We have some great news: a prototype version of the Arclight app has been completed. While we are continuing to refine it for use by researchers and the broader public, the app is already capable of running fast Scaled Entity Searches across the entire 1.6 million page corpus of the Media History Digital Library. Individual searches for as many as 31,000 separate entities have successfully returned results.
A longer article will be published in the upcoming months about Arclight’s implementation of Scaled Entity Search, but in the meantime, we would like to share some initial findings about the primary dataset we have been processing in order to generate entity lists: the Early Film Credits (EFC) dataset. The EFC dataset is based on Einar Lauritzen and Gunnar Lundquist’s seminal two-volume filmography of early American cinema, The American Film-Index.[1] Lauritzen and Lundquist’s work is widely considered to be the most reliable filmography available on American narrative films of the 1910s. Paul Spehr, who converted the filmography to digital form for his 1996 work American Film Personnel and Company Credits, 1908-1920,[2] generously made this data available for use by Project Arclight. Spehr provided us with the data in the form of a remarkably well-formatted and consistent text file, which meant that we could easily write a Perl script to convert the file to Extensible Markup Language (XML).
Once in XML, all of the individual entities in the data—which included some 30,000 individual films, 17,000 personnel (including animal actors!), and 1,000 separate companies—were individually marked up for counting, sorting, and analysis.
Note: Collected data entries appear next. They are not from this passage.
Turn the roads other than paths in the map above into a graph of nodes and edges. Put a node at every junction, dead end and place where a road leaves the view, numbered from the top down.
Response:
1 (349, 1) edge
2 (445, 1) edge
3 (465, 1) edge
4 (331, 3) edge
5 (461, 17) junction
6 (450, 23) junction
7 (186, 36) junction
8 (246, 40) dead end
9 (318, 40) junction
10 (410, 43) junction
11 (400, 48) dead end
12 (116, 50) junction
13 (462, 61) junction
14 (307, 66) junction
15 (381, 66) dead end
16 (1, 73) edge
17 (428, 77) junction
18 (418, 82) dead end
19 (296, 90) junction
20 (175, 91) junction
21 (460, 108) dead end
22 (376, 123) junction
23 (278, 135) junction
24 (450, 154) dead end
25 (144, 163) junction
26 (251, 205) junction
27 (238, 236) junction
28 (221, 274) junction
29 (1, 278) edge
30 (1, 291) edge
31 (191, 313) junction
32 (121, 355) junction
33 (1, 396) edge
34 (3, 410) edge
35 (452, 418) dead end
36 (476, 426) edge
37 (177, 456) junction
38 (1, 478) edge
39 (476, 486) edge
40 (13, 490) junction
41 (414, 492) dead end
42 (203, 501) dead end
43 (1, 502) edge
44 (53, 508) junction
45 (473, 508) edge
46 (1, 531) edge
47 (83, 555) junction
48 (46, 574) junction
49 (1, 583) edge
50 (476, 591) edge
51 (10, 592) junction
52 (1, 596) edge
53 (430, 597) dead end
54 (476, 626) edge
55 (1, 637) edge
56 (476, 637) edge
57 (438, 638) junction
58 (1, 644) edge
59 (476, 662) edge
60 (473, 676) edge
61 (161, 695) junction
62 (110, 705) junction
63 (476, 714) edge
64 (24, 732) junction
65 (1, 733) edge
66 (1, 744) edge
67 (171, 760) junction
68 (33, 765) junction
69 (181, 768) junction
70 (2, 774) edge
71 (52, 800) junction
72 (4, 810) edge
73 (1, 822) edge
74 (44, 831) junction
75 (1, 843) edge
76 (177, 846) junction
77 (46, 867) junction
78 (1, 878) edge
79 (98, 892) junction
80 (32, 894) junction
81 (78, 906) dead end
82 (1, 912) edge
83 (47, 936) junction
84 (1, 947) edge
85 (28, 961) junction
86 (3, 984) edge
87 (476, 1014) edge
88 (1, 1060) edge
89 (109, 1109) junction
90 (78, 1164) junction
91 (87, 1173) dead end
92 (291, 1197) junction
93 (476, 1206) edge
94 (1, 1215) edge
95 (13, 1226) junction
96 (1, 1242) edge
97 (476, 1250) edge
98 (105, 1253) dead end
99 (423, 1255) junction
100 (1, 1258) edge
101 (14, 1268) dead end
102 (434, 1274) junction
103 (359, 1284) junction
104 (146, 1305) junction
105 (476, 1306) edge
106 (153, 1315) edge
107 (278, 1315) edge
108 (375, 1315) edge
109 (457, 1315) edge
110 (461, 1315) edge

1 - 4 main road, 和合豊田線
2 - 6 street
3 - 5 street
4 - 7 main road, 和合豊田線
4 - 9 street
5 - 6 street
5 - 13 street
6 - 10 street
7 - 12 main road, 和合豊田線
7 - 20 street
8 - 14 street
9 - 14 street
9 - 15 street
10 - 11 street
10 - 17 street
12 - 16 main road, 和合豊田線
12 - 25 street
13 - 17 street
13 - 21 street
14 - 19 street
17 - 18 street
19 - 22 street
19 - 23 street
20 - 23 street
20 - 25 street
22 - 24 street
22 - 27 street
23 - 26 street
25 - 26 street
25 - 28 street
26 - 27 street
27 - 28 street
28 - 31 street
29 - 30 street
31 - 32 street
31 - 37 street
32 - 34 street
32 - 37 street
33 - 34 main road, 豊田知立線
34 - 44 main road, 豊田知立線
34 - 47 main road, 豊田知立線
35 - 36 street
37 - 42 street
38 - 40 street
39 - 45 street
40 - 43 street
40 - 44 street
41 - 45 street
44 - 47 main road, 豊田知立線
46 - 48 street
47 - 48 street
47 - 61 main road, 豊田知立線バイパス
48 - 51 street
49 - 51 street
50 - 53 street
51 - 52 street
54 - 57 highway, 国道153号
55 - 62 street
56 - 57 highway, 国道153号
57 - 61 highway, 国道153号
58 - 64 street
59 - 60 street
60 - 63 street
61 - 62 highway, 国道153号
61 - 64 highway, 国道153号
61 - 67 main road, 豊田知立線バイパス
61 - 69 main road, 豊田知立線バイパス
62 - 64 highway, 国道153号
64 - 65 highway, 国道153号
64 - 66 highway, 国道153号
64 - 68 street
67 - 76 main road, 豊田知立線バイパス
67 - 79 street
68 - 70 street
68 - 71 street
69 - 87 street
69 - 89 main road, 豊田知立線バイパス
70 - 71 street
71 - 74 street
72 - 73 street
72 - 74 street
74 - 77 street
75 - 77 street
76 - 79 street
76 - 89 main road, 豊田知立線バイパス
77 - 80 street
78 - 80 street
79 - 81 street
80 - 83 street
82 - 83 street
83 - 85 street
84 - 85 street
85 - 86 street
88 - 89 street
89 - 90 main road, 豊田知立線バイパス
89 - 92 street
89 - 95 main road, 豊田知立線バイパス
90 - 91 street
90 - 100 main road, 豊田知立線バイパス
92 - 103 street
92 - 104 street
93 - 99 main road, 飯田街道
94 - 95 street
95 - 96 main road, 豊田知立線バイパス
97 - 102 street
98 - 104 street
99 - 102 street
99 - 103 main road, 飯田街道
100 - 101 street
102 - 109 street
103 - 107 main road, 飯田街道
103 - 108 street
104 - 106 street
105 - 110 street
This enabled us to generate very precise entity lists: for instance, we might be interested in creating a list of all Marshall Neilan-directed films starring Mary Pickford from 1918. By using xQuery, an XML querying language that returns results based on requests for specific elements or attributes, we could return such a list very quickly. However, because our basic research question—Who’s trending in media history?—is quite general, we strove to create as complete a list of the entities contained in the EFC data as possible. Thus, we simply queried lists of all the individual companies, films, and personnel contained in the data.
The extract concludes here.